The COVID-19 pandemic has been met by unequal responses in different countries and led to unequal impacts to Europe, USA, Asia, and Latin America. The pandemic has made unequal internet access both within and between countries. At the same time, new opportunities also emerge and the Web changes dramatically. The purpose of this panel is to discuss the future of the Web in a post-COVID world.

  • What is the current situation of the Web compared to the situation before 2020?
  • What has shifted in the web area and have we reached the “new normal?”
  • What data security implications on the Web should we be concerned about?
  • Panel 4: AI, Media and the Future of News on the Web

    Thursday 24 June, 14:30 – 15:30

    Chair: Matthew Weber
    Panellists: Rory Cellan-JonesAndrea GuzmanCameron HickeyAmanda Stent

    This panel will tackle the ambitious challenge of examining the intersection of emerging artificial intelligence (AI) technology and the production of news media in an online environment. The assembled panellists represent a diverse range of perspectives, from industry to academia, and an array of professional backgrounds. The speakers on this panel will address critical questions about how tools for automation and AI impact the production of news media, how an increasing reliance on technology has affected the battle against misinformation, and how COVID-19 and shifts to alternative work arrangements has impacted news media production in this context. Panellists will also examine the specific technologies that are changing the production of news today, delving into the technical challenges facing modern newsrooms.
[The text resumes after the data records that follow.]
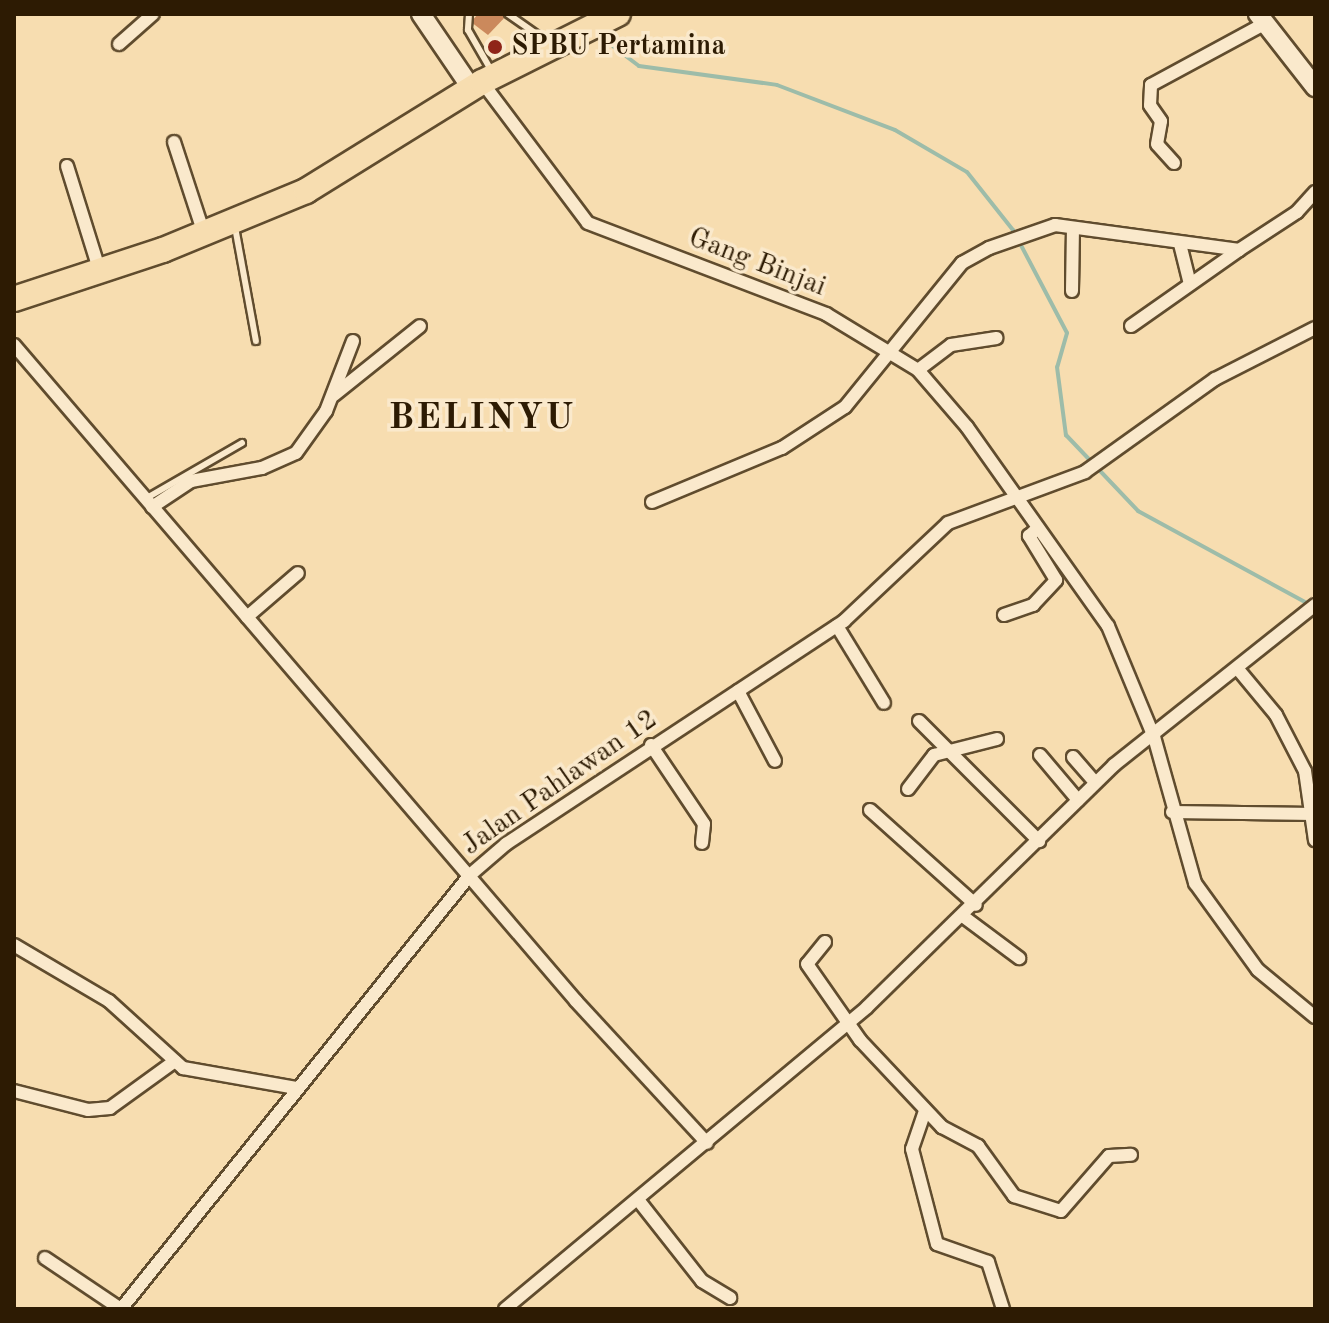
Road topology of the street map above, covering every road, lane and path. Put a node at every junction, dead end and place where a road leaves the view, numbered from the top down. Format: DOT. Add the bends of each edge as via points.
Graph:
graph roads {
  1 [pos="153,14"];
  2 [pos="421,14"];
  3 [pos="469,14"];
  4 [pos="508,14"];
  5 [pos="1261,19"];
  6 [pos="600,23"];
  7 [pos="119,44"];
  8 [pos="553,46"];
  9 [pos="483,83"];
  10 [pos="1315,87"];
  11 [pos="174,142"];
  12 [pos="1174,163"];
  13 [pos="67,166"];
  14 [pos="1315,192"];
  15 [pos="234,224"];
  16 [pos="1073,228"];
  17 [pos="204,234"];
  18 [pos="1180,244"];
  19 [pos="1239,250"];
  20 [pos="99,269"];
  21 [pos="1190,284"];
  22 [pos="1072,291"];
  23 [pos="14,299"];
  24 [pos="420,326"];
  25 [pos="1131,326"];
  26 [pos="1315,328"];
  27 [pos="996,338"];
  28 [pos="256,341"];
  29 [pos="353,341"];
  30 [pos="14,345"];
  31 [pos="887,353"];
  32 [pos="918,370"];
  33 [pos="332,397"];
  34 [pos="242,443"];
  35 [pos="1013,495"];
  36 [pos="652,502"];
  37 [pos="149,503"];
  38 [pos="1038,528"];
  39 [pos="298,573"];
  40 [pos="1310,609"];
  41 [pos="1004,615"];
  42 [pos="247,617"];
  43 [pos="837,626"];
  44 [pos="1237,668"];
  45 [pos="738,691"];
  46 [pos="884,703"];
  47 [pos="919,721"];
  48 [pos="1154,737"];
  49 [pos="997,739"];
  50 [pos="651,745"];
  51 [pos="947,752"];
  52 [pos="1040,755"];
  53 [pos="1073,757"];
  54 [pos="775,761"];
  55 [pos="1095,782"];
  56 [pos="908,789"];
  57 [pos="1078,800"];
  58 [pos="870,810"];
  59 [pos="1172,812"];
  60 [pos="1314,814"];
  61 [pos="1315,840"];
  62 [pos="1039,841"];
  63 [pos="702,843"];
  64 [pos="470,875"];
  65 [pos="976,905"];
  66 [pos="964,917"];
  67 [pos="825,942"];
  68 [pos="14,945"];
  69 [pos="1019,958"];
  70 [pos="1315,1017"];
  71 [pos="848,1022"];
  72 [pos="175,1061"];
  73 [pos="296,1088"];
  74 [pos="14,1091"];
  75 [pos="925,1111"];
  76 [pos="707,1143"];
  77 [pos="1131,1155"];
  78 [pos="639,1201"];
  79 [pos="45,1258"];
  80 [pos="730,1298"];
  81 [pos="121,1309"];
  82 [pos="505,1309"];
  83 [pos="1003,1309"];
  1 -- 7 [label="street"];
  2 -- 9 [label="street"];
  3 -- 9 [label="lane" via="468,30"];
  4 -- 8 [label="lane"];
  5 -- 10 [label="street"];
  5 -- 12 [label="street" via="1151,85 1150,105 1161,121 1157,144"];
  6 -- 8 [label="highway"];
  8 -- 9 [label="highway"];
  9 -- 15 [label="highway" via="306,191"];
  9 -- 31 [label="street, Gang Binjai" via="588,223 826,314"];
  11 -- 17 [label="street"];
  13 -- 20 [label="street"];
  14 -- 19 [label="street" via="1297,212"];
  15 -- 17 [label="highway"];
  15 -- 28 [label="lane"];
  16 -- 18 [label="street"];
  16 -- 22 [label="street"];
  16 -- 31 [label="street" via="1024,232 962,263"];
  17 -- 20 [label="highway"];
  18 -- 19 [label="street"];
  18 -- 21 [label="street"];
  19 -- 21 [label="street"];
  20 -- 23 [label="highway"];
  21 -- 25 [label="street"];
  24 -- 33 [label="street"];
  26 -- 35 [label="street, Jalan Pahlawan 12" via="1215,379 1098,465"];
  27 -- 32 [label="street" via="951,345"];
  29 -- 33 [label="street"];
  30 -- 37 [label="street"];
  31 -- 32 [label="street, Gang Binjai"];
  31 -- 36 [label="street" via="845,407 782,448"];
  32 -- 35 [label="street, Gang Binjai"];
  33 -- 37 [label="street" via="296,453 262,468 191,481"];
  34 -- 37 [label="lane"];
  35 -- 38 [label="street, Gang Binjai"];
  35 -- 43 [label="street, Jalan Pahlawan 12" via="948,523"];
  37 -- 42 [label="street"];
  38 -- 41 [label="street" via="1029,536 1056,580 1033,605"];
  38 -- 48 [label="street, Gang Binjai" via="1108,626"];
  39 -- 42 [label="street"];
  40 -- 44 [label="street"];
  42 -- 64 [label="street"];
  43 -- 45 [label="street, Jalan Pahlawan 12"];
  43 -- 46 [label="street"];
  44 -- 48 [label="street"];
  44 -- 60 [label="street" via="1283,729 1305,771"];
  45 -- 50 [label="street, Jalan Pahlawan 12"];
  45 -- 54 [label="street"];
  47 -- 51 [label="street"];
  48 -- 55 [label="street"];
  48 -- 59 [label="street, Gang Binjai"];
  49 -- 51 [label="street"];
  50 -- 63 [label="street" via="704,824"];
  50 -- 64 [label="street, Jalan Pahlawan 12"];
  51 -- 56 [label="street" via="927,760"];
  51 -- 62 [label="street"];
  52 -- 57 [label="street"];
  53 -- 55 [label="street"];
  55 -- 57 [label="street"];
  57 -- 62 [label="street"];
  58 -- 65 [label="street"];
  59 -- 60 [label="street"];
  59 -- 70 [label="street, Gang Binjai" via="1195,883 1285,999"];
  60 -- 61 [label="street"];
  62 -- 65 [label="street"];
  64 -- 73 [label="street, Jalan Pahlawan 12"];
  64 -- 76 [label="street"];
  65 -- 66 [label="street"];
  66 -- 69 [label="street"];
  66 -- 71 [label="street"];
  67 -- 71 [label="street" via="807,964"];
  68 -- 72 [label="street" via="109,1001"];
  71 -- 75 [label="street"];
  71 -- 76 [label="street"];
  72 -- 73 [label="street" via="206,1076"];
  72 -- 74 [label="street" via="110,1108 88,1110"];
  73 -- 81 [label="street, Jalan Pahlawan 12"];
  75 -- 77 [label="street" via="978,1146 1014,1196 1054,1212 1109,1156"];
  75 -- 83 [label="street" via="912,1149 937,1244 988,1262"];
  76 -- 78 [label="street"];
  78 -- 80 [label="street" via="702,1281"];
  78 -- 82 [label="street"];
  79 -- 81 [label="street"];
}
    Panel 5: Directions in Digital Government

    Thursday 24 June, 17:30 – 18:30

    Chair: Clare Hooper
    Panellists: Honey Dacanay, Cyd Harrell, Gordon Ross, Nigel Shadbolt

    Worldwide, there are vast disparities in the ways in which digital government is enacted. The ‘splinternet’, or Balkanisation of the internet, heralds deep shifts in how people in different regions can engage digitally (see: O’Hara and Hall, The Four Internets). At the same time, approaches may vary quite drastically even within smaller regions, i.e. Estonia’s digital-first approach as compared with other European countries. This panel brings together practitioners from industry and government to share their expertise and experiences with digital transformation. Topics will include best and worst practices, what exactly the web enables for government, and, of course, the impact of Covid. We encourage audience participation in this panel, which promises to highlight opportunities as well as challenges as digital government continues to evolve.

    Panel 6: Does Decentralisation Help the Disenfranchised?
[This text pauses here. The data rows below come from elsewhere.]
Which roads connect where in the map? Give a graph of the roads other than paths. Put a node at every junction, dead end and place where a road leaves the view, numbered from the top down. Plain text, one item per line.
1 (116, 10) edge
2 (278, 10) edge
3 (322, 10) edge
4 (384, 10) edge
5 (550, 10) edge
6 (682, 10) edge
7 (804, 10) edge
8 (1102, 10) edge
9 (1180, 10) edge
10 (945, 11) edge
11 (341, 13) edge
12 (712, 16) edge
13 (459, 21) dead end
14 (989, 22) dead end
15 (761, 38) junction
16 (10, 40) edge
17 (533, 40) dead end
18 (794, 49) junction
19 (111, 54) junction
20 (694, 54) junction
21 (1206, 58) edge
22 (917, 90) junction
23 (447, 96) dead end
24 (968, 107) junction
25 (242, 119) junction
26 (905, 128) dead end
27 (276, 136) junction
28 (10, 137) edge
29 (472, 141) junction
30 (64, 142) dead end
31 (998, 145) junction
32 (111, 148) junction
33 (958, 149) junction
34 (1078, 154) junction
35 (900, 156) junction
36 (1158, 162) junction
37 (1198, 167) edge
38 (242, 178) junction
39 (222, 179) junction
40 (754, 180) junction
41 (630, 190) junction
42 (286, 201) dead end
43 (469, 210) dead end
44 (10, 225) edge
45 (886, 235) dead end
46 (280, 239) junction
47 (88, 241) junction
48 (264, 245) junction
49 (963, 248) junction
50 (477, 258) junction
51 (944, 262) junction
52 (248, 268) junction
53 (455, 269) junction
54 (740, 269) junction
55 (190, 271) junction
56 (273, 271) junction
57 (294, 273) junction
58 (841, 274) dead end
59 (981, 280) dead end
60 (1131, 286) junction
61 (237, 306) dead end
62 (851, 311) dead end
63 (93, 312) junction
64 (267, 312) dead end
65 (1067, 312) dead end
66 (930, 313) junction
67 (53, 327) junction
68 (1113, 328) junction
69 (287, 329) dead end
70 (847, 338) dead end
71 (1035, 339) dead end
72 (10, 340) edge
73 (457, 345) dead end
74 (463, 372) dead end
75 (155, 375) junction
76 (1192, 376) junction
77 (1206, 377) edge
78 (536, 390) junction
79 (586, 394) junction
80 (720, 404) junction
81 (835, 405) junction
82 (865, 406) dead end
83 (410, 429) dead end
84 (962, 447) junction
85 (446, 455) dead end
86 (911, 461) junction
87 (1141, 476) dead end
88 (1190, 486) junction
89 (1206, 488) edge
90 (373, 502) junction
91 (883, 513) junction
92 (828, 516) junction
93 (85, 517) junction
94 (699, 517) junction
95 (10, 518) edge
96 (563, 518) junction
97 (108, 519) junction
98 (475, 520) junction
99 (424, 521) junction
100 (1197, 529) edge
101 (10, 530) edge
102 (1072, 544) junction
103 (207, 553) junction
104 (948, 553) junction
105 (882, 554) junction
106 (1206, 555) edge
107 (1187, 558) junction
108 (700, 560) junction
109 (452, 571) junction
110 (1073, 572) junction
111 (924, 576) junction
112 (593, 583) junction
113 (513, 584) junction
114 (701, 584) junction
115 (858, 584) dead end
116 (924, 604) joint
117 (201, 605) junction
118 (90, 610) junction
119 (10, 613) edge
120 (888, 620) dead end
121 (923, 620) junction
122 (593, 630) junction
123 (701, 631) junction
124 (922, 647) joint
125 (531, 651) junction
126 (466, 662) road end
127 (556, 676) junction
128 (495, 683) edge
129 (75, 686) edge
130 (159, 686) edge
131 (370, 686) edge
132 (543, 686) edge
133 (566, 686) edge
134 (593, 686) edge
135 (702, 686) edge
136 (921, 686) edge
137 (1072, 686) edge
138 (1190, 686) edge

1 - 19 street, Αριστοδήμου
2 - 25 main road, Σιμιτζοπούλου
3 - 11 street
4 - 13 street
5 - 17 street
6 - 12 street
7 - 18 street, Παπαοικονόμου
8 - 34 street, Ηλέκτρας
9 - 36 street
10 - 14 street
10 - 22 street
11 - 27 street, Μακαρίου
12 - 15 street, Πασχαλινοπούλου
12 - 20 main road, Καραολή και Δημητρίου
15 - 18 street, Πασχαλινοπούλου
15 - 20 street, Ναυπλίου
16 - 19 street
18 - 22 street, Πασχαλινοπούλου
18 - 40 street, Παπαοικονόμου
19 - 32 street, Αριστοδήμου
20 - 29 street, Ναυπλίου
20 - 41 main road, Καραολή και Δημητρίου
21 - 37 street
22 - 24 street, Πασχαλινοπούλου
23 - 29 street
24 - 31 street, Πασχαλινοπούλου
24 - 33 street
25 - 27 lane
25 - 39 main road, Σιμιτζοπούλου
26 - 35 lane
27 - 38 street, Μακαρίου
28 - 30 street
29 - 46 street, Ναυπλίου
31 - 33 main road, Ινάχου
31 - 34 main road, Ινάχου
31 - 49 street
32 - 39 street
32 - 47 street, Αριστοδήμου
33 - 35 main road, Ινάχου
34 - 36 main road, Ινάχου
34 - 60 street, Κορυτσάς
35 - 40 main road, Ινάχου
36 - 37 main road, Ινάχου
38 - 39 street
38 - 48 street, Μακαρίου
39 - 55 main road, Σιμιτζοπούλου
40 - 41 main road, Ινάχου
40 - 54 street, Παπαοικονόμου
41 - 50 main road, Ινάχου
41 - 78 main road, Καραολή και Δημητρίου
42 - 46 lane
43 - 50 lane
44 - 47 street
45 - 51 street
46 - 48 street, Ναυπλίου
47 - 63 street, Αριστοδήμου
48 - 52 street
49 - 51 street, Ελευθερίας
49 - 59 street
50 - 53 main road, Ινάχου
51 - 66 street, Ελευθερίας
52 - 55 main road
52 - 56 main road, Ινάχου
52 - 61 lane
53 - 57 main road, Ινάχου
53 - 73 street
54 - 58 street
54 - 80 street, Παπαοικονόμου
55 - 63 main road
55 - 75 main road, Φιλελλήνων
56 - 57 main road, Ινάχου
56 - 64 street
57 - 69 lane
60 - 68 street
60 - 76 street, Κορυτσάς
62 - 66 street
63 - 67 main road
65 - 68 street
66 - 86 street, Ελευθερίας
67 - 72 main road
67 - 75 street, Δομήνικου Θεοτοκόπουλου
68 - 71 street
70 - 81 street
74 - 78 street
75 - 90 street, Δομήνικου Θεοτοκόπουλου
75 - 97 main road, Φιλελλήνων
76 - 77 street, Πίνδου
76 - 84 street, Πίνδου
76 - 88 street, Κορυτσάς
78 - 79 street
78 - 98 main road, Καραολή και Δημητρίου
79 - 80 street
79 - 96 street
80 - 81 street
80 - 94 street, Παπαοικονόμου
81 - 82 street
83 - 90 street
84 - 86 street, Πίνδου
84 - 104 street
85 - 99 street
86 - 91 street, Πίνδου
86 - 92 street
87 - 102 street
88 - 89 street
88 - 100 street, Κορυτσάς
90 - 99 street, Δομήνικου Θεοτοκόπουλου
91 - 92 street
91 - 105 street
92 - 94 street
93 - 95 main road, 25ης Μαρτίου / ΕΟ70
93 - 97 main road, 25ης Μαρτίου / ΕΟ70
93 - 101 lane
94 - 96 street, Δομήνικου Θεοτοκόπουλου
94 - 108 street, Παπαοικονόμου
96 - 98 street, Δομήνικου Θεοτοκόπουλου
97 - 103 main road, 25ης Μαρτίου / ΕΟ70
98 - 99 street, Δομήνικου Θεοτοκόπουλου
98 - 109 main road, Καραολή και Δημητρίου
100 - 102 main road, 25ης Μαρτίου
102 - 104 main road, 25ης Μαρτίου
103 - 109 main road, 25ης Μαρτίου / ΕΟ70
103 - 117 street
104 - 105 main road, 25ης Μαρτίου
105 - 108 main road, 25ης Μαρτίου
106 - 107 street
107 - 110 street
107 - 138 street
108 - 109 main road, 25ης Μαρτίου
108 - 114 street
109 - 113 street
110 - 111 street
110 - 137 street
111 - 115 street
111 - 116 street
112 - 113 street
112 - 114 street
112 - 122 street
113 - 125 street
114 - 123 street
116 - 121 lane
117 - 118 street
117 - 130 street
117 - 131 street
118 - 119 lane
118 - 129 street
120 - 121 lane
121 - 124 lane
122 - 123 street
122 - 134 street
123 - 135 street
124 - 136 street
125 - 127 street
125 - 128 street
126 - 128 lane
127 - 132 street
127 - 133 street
    Friday 25 June, 09:00 – 10:00

    Chair: Jennifer Zhu Scott
    Panellists: Maltem DemirorsGlenn GoreSanjay Jain, JP Rangaswami

    Since the Genesis Block of Bitcoin occurred in Jan 2009, the world has been marching to an exciting, sometimes crazy journey to decentralization. Despite the ideals and promises of the blockchain technology, the world has witnessed much drama of many self-serving projects profiteering off often desperate people in the name of decentralization. This panel asks hard questions to those who have been devoting their career to a more decentralized world – are we truly serving the disfranchised people and fulfilling the promise of decentralization technology? We will learn about the real life-changing examples around the world. 

    Panel 7: The Future of the Web and Society

    Friday 25 June, 15:30 – 16:30

    Chair: Wendy Hall
    Panellists: Sinan Aral, Azeem AzharNoshir Contractor, Jaime Teevan

    Web Science, as an interdiscipline, is celebrating its 15th year of interrogating how the Web has shaped Society and how Society, in turn, has shaped the Web. During this period, we have witnessed avalanches of disruptive “exponential” technologies emerge from tectonic shifts between four (or more!) Internets with their various sensibilities and sensitivities concerning openness, commerce, authoritarianism and human rights. The closing panel reflects on how all of these socio-cultural-political developments (re)shape the agenda for Web Science over the next 15 years and beyond. Specifically, panelists will consider the future of Web Science research and what it means for practitioners, policy makers and publics.